* What to work on:
From the records below, please repeat exactly the line that has "position:absolute; width:32px; height:32px;", the line that has "display:flex; flex:1; min-height:0", and every line between them, and nothing else.

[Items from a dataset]
▶
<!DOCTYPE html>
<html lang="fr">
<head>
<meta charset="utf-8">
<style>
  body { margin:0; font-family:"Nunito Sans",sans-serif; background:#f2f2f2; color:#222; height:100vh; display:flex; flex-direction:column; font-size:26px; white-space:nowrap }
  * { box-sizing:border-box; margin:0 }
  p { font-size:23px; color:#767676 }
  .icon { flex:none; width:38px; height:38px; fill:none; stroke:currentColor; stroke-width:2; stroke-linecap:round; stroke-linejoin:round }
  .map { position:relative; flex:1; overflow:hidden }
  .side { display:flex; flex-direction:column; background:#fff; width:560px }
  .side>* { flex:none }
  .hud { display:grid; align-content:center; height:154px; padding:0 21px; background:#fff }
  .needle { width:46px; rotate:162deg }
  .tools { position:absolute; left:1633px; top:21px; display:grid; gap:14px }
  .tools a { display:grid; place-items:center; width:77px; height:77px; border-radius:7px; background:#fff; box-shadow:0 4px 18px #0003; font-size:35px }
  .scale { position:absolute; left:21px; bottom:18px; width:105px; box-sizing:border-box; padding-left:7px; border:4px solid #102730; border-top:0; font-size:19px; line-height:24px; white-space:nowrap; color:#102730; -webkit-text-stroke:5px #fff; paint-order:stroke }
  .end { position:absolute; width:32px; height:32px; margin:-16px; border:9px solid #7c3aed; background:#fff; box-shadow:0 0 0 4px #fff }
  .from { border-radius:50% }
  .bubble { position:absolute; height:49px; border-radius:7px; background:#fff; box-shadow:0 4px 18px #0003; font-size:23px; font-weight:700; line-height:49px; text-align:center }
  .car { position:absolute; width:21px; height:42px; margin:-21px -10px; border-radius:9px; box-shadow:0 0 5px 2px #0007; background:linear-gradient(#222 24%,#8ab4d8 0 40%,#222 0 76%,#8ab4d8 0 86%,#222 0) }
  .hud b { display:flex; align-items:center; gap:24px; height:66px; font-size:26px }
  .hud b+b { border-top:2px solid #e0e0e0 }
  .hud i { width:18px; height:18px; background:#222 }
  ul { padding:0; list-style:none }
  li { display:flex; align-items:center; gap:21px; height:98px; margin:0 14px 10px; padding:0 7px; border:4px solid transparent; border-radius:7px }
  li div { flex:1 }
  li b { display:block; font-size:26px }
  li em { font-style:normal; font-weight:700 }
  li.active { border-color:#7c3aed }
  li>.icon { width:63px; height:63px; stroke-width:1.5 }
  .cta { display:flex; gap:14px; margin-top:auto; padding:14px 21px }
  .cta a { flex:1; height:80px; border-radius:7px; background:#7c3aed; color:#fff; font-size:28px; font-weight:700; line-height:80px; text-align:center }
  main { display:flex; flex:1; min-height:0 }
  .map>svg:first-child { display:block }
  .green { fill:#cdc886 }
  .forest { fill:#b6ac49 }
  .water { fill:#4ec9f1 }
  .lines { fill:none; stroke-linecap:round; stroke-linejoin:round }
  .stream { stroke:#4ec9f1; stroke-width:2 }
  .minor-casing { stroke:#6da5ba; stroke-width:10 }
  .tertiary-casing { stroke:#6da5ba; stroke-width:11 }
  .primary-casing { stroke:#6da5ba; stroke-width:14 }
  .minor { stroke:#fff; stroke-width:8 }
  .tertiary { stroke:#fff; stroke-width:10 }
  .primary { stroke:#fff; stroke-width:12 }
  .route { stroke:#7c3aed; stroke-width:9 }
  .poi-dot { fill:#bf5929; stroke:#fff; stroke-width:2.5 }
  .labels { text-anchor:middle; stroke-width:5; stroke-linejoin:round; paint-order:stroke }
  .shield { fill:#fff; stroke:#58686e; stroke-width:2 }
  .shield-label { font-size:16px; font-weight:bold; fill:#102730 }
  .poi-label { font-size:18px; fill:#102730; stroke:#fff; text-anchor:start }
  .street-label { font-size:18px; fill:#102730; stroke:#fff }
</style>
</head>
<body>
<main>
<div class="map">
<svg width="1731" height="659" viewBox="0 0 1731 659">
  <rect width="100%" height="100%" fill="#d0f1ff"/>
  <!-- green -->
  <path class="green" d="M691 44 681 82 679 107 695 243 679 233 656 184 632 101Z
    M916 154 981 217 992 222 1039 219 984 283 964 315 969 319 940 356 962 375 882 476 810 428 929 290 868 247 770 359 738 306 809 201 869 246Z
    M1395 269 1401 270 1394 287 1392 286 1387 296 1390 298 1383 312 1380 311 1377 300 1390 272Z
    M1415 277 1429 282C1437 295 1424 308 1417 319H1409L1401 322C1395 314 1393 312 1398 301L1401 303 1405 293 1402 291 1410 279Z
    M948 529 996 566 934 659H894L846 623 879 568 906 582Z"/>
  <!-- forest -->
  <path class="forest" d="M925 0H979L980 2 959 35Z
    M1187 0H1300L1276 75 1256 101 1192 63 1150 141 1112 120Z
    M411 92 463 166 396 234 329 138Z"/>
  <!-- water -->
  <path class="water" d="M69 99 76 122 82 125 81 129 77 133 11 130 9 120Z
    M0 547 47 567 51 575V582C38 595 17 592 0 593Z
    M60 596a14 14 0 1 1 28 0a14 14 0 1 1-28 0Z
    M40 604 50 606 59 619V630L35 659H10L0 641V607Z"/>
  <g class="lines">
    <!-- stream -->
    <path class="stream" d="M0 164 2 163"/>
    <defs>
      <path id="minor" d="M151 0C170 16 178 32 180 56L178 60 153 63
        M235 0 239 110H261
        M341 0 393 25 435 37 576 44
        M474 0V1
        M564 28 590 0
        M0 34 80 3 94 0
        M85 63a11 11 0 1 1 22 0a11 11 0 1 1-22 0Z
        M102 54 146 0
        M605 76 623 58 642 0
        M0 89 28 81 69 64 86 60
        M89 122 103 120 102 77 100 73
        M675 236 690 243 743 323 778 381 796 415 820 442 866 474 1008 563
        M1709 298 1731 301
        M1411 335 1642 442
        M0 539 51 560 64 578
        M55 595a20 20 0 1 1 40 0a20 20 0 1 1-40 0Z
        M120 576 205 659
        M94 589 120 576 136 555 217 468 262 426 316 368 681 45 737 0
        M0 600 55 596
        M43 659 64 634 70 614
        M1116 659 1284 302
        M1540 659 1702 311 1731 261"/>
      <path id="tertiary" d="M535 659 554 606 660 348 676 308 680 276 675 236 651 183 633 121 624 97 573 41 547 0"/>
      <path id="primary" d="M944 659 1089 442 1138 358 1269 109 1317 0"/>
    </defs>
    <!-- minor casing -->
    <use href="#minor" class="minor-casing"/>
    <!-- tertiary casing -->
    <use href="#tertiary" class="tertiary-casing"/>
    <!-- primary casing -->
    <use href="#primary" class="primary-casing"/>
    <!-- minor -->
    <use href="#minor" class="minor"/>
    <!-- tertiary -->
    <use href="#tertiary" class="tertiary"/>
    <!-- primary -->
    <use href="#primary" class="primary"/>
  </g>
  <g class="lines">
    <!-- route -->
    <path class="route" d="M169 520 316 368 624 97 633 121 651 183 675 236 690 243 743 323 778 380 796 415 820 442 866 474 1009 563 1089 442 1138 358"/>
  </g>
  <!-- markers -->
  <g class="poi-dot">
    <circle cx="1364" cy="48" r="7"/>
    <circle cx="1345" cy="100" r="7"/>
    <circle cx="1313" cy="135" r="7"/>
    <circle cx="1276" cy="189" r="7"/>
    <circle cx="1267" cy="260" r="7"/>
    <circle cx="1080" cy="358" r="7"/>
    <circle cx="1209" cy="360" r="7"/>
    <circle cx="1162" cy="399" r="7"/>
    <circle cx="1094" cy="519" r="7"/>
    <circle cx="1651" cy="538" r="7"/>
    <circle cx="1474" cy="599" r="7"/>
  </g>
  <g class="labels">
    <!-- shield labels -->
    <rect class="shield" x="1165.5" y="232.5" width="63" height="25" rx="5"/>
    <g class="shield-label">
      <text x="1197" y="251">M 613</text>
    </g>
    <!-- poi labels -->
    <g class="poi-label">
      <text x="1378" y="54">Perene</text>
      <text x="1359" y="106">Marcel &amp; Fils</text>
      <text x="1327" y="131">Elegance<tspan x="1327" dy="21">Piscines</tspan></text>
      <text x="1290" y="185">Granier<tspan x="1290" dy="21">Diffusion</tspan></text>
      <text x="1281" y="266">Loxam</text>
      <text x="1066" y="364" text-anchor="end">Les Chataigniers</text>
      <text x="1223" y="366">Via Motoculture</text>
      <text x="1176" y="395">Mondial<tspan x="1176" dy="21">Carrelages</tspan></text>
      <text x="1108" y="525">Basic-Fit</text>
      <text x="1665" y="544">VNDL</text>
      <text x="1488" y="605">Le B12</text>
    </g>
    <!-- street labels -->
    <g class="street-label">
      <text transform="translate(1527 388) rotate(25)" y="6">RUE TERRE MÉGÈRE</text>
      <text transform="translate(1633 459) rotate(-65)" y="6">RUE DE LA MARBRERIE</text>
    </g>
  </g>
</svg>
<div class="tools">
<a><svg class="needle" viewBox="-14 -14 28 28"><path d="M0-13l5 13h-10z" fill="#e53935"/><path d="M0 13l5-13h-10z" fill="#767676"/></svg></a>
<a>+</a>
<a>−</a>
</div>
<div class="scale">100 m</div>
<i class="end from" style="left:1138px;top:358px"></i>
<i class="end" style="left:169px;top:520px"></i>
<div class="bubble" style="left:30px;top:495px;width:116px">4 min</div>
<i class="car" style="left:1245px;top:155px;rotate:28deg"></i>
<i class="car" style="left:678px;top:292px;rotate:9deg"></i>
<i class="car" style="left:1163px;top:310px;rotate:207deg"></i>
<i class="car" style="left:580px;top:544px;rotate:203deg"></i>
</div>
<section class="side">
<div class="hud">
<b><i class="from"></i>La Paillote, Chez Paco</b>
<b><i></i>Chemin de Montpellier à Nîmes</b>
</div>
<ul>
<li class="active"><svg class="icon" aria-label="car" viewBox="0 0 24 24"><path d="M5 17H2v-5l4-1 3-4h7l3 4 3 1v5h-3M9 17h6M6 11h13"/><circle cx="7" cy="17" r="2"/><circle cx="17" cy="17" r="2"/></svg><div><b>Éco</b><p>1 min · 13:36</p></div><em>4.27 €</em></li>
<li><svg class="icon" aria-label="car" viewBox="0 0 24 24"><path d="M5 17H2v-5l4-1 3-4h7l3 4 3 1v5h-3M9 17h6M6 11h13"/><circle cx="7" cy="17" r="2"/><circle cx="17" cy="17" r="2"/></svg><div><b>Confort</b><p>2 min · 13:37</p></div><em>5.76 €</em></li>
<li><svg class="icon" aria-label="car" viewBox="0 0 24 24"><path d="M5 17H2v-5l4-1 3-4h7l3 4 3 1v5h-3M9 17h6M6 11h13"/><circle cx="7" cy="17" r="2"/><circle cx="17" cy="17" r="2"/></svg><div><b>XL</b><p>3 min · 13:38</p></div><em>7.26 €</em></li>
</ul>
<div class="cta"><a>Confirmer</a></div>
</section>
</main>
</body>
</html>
◀
* Finished exercise:
  .end { position:absolute; width:32px; height:32px; margin:-16px; border:9px solid #7c3aed; background:#fff; box-shadow:0 0 0 4px #fff }
  .from { border-radius:50% }
  .bubble { position:absolute; height:49px; border-radius:7px; background:#fff; box-shadow:0 4px 18px #0003; font-size:23px; font-weight:700; line-height:49px; text-align:center }
  .car { position:absolute; width:21px; height:42px; margin:-21px -10px; border-radius:9px; box-shadow:0 0 5px 2px #0007; background:linear-gradient(#222 24%,#8ab4d8 0 40%,#222 0 76%,#8ab4d8 0 86%,#222 0) }
  .hud b { display:flex; align-items:center; gap:24px; height:66px; font-size:26px }
  .hud b+b { border-top:2px solid #e0e0e0 }
  .hud i { width:18px; height:18px; background:#222 }
  ul { padding:0; list-style:none }
  li { display:flex; align-items:center; gap:21px; height:98px; margin:0 14px 10px; padding:0 7px; border:4px solid transparent; border-radius:7px }
  li div { flex:1 }
  li b { display:block; font-size:26px }
  li em { font-style:normal; font-weight:700 }
  li.active { border-color:#7c3aed }
  li>.icon { width:63px; height:63px; stroke-width:1.5 }
  .cta { display:flex; gap:14px; margin-top:auto; padding:14px 21px }
  .cta a { flex:1; height:80px; border-radius:7px; background:#7c3aed; color:#fff; font-size:28px; font-weight:700; line-height:80px; text-align:center }
  main { display:flex; flex:1; min-height:0 }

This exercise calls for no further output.